When Blythe (not her real name but a pseudonym she uses online when discussing her abuse to safeguard her safety) went to see her LDS bishop, the leader said her husband was stressed because he was out of work.

“I know lots of men who are unemployed,” she told him, “but they aren’t this angry.”

As the threat of violence escalated, the bishop, she said, told her “to stop asking my husband so many questions” and to “drastically change” or she might be facing a divorce.

“You need to focus on all the things you are doing wrong,” Blythe recalled him saying. “I said, ‘I’m not doing anything wrong.’”

The bishop insisted he was trying to stay “neutral” but, in doing so, he “sided with my abuser.”

In 2015, Blythe’s husband pushed her against a cabinet, spraining several of her fingers. When she went for medical treatment, doctors called the police, and he was arrested.

The couple, who have three children, divorced in 2016. A year later, she launched a website, Betrayal Trauma Recovery, or btr.org, to help other women find resources.

Blythe remains a practicing Mormon and continues to embrace teachings about forgiveness and redemption for abusers.

“I truly believe that people can change if they work at it, are willing to be humble, accountable and honest,” she said. “I don’t think divorce has to be the only option.”

Her advice to LDS bishops?

Don’t be neutral. Take action to protect a woman’s safety and implement religious action to hold abusers accountable.

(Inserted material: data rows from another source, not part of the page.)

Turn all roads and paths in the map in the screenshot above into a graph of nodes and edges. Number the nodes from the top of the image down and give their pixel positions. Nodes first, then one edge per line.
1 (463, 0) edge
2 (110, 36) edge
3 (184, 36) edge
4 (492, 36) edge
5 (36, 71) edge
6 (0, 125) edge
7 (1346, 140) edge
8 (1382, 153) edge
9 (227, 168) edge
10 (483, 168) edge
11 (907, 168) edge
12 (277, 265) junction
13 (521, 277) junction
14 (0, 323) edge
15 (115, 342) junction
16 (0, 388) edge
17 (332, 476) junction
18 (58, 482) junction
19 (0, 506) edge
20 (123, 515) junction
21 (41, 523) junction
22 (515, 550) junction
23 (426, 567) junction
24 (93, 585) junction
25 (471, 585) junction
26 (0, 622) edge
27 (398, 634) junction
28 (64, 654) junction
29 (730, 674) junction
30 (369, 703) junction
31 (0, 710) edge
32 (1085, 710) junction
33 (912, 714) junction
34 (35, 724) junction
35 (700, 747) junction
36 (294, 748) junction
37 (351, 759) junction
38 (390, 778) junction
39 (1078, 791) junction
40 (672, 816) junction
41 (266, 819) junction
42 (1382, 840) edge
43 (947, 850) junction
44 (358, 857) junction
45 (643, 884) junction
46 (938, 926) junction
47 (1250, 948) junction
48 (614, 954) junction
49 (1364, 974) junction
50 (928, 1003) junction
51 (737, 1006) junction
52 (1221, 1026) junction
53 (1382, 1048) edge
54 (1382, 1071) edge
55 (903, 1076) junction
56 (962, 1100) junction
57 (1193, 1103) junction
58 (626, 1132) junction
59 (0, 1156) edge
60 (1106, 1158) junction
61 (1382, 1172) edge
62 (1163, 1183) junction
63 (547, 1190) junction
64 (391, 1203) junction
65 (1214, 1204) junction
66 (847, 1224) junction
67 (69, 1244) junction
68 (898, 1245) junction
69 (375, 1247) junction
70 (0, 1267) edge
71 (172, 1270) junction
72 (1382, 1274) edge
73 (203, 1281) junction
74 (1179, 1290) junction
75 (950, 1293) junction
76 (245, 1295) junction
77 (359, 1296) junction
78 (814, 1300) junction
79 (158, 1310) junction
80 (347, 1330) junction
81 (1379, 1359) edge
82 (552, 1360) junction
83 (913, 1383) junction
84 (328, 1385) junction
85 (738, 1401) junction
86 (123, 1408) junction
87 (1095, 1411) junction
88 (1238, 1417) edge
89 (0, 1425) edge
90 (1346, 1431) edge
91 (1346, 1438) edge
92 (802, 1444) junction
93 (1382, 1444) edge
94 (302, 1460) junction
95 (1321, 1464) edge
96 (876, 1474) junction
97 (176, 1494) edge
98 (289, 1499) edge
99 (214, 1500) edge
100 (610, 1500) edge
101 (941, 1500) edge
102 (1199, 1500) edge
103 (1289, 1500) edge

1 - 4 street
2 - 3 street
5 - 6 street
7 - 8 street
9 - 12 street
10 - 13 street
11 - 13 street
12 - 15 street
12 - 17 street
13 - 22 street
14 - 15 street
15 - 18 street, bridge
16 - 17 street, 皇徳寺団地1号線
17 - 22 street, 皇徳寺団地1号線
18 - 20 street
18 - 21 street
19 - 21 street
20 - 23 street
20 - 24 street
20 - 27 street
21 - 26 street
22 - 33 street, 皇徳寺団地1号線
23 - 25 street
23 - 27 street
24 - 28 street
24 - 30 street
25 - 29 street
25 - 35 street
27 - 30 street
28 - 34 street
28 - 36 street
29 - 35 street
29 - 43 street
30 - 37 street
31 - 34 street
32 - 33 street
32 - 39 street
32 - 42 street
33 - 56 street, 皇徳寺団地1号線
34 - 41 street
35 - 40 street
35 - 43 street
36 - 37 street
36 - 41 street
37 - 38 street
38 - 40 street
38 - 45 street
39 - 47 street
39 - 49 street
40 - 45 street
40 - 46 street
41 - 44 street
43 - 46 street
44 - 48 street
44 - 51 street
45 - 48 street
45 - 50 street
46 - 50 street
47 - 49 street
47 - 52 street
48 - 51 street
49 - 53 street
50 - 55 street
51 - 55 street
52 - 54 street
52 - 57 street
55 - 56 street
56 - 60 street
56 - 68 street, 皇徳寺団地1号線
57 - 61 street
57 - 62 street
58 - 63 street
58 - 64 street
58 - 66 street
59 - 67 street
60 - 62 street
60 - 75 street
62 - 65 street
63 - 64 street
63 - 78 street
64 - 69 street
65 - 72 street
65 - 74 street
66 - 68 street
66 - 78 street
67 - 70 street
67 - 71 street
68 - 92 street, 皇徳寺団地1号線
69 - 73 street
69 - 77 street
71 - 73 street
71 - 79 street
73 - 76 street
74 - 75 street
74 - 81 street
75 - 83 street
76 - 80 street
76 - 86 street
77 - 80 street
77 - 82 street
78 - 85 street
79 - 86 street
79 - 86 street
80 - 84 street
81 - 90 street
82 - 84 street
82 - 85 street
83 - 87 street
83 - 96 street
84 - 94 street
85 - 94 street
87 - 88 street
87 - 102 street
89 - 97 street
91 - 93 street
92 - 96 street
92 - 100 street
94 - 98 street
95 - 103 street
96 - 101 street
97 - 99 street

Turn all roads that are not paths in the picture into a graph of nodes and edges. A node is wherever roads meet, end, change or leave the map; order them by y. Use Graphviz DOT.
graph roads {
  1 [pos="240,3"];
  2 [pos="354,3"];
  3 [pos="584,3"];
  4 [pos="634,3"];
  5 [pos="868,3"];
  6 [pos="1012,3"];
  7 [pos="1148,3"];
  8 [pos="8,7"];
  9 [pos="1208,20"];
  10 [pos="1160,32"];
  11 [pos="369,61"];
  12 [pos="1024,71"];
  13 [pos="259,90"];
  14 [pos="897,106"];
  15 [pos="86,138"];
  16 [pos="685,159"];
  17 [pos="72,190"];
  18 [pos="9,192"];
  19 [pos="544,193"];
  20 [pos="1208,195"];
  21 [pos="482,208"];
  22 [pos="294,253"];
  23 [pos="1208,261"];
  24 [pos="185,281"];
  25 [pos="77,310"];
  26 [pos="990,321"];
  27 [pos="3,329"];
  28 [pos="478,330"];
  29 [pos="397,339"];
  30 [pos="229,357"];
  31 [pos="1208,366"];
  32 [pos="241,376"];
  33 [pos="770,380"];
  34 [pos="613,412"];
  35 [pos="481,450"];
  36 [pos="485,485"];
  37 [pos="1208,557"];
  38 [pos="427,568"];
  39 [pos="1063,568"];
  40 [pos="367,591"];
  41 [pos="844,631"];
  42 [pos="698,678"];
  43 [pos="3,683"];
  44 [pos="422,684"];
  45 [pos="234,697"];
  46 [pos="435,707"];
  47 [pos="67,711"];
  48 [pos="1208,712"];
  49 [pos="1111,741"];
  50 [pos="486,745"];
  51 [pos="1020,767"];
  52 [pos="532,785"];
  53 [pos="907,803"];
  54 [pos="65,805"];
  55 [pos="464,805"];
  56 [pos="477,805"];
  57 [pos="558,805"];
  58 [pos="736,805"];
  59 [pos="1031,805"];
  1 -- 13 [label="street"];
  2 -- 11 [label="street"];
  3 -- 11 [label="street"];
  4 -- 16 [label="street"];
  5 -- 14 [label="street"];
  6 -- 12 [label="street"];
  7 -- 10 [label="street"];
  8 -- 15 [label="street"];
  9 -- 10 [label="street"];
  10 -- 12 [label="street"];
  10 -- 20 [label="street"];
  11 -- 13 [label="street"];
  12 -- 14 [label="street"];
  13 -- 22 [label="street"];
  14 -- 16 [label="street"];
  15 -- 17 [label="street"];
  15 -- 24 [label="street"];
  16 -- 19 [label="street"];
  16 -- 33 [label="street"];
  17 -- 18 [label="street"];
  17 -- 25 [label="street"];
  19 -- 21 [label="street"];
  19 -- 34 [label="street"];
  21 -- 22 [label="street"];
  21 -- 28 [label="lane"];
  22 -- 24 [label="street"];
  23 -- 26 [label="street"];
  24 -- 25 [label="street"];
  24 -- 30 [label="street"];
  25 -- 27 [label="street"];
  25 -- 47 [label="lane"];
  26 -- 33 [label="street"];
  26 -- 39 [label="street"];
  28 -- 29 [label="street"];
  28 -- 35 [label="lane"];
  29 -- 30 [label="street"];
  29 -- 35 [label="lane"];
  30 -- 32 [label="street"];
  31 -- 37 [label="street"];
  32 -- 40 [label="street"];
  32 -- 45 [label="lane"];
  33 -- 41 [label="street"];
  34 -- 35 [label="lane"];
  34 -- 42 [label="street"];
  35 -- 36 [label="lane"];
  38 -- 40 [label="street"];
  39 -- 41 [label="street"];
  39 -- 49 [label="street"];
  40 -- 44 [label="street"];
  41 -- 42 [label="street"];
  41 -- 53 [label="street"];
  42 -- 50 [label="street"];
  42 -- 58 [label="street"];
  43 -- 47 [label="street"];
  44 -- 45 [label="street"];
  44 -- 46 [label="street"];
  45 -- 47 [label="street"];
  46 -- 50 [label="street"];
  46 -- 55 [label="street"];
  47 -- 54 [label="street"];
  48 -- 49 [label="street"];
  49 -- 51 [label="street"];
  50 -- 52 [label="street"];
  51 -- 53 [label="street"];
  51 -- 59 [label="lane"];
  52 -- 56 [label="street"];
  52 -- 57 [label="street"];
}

“No man who abuses his wife or children is worthy to be a member in good standing in this church,” then-church President Gordon B. Hinckley said in 1998. “The abuse of one’s spouse and children is a most serious offense before God, and any who indulge in it may expect to be disciplined by the church.”

(Tribune File Photo) President Gordon B. Hinckley, president of The Church of Jesus Christ of Latter-day Saints, in October 2001.

When it works

There are countless instances, of course, when turning to Mormon bishops proves not only beneficial for abuse victims, but also lifesaving.

Some 27 years ago, Mormon mother Dianne Klabechek in New England was married to a man she calls her “starter husband.”

“He wasn’t a very nice person,” Klabechek said this week. “He would beat me up and lie about a lot of things. He came across as charismatic, but was very, very controlling.”

The couple had three children, but she endured miscarriages that she blames on his physical abuse.

He decided whom Klabechek would talk to and whom she couldn’t. Because he was in the military, the family moved a lot. He repeatedly told her she was “a worthless piece of garbage.”

When the couple moved to Rhode Island, she found a sympathetic Mormon bishop.

One day at church, Klabechek’s husband grabbed her by the throat, leaving marks on her neck.

The LDS leader called her into his office and told her, “I cannot advise you to get a divorce, but there are things worse than divorce.”

At that moment, she said, she finally was ready to hear it.

The bishop helped her move out, get food, set up an account to pay her rent and ensure she was safe. His successor did the same.

The two exemplified Christlike qualities, she said. “I always felt I was safe, watched out for and somebody had my back besides Heavenly Father.”

These days, Klabechek is remarried and in a successful profession, teaching math and science in New Hampshire.

“Never in a million years did I think I would be where I am today,” she said. “I have even forgiven my starter husband. It’s between him and God now.”

Managing editor David Noyce and reporter Bob Mims contributed to this story.